At certain times a fan is just what you need


Walked some of the small hills around the town of Santa Ponsa, terrific views in the distance but the near ground was full of housing.  We treated ourselves to a proper Spanish meal out that night, lots of fish and tapas, just loved it.
A morning walk



Again after a couple of days we decided to head of towards a cala the pilot book describes as idyllic - Portal Vells - bad decision to try to get in on a Saturday, the cala was simply packed with so many boats you could almost walk across it - super yachts rubbing fenders with tiny old day boats.  We gave it a miss and went the the cala next door - two boats and us but that filled it; it was so small but beautiful.  We stopped over night but the wind got up and swung around so at 0100 we re-anchored a little bit further from the rocks despite the fact that we had two anchors out and both seemed well dug in - its never good for your sleep if you can hear waves hitting the rocks when you're in bed.

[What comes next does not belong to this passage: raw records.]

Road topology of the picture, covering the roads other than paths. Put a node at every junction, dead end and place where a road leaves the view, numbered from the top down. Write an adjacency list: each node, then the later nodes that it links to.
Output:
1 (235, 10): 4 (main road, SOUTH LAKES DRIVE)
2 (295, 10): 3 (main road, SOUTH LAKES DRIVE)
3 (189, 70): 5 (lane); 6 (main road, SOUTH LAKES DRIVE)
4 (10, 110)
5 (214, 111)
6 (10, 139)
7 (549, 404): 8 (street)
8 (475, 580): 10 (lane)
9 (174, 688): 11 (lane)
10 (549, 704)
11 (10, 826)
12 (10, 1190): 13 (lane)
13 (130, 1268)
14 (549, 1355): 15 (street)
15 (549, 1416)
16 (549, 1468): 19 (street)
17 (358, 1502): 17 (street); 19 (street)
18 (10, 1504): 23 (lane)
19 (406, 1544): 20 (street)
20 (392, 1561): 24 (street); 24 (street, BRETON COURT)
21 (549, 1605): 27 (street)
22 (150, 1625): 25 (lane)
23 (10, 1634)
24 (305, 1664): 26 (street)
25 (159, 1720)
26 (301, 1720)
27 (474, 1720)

Islands dotted about the coastline 


This calla too small to merit a mention in the pilot book



The next day we meandered slowly over to a large anchorage behind Illa de Sa Torre, passing the infamous Magaluf resort on the way - it was about 12.30 pm but the party people seemed to still be in bed - the beach looked empty.  We passed some amazing houses set upon cliff tops but with large party areas carved into the rock faces below the main house. When we got to the island the anchorage was filling quickly but we got a good spot and settled in for an afternoon of swimming and watching the anchoring antics of charter boats.




By 1900hrs the majority of the boats left and we had a peaceful night.  Up the next day after a short lie in, then Carole jumped in for a swim while I sorted the dinghy out and hauled it onto the foredeck so that it would be out of the way for when we got to Palma.  We were only 5 miles away but again no wind at all meant a motor into the harbour of the capital of the Balearics.  

Just love the snorkelling


Great backdrop of the cathedral as we entered the harbour. We had sorted out a berth at a charter yacht base in Palma harbour - it had space as the charterers all pick their boats up and leave at the weekend meaning that we could grab a berth on Monday and Tuesday for what is considered over here to be the bargain rate of €70/night. (this was the cheapest we could find!) Seems a lot to us but we wanted to see Palma and so decided to pay up and shut up.  

Sailing into Palma harbour
Not a bad location!
Palma is a lovely town 

This park very alhambra-ish





As it turned out the berth (stern to a concrete pontoon using slime lines - see earlier for what they are!) was a five minute walk from the cathedral and in a great location.  After a short walk and a beer in town we got back to the boat and revelled in the luxury of a plentiful supply of water, and washed the boat, the towels, the rug, ourselves.  When you’re anchoring a lot, water is precious and you get used to not wasting any at all or the tanks empty very quickly; Carole in her role as water monitor soon lets me know if my shower is more than 30 seconds long!

Off to explore Palma properly tomorrow.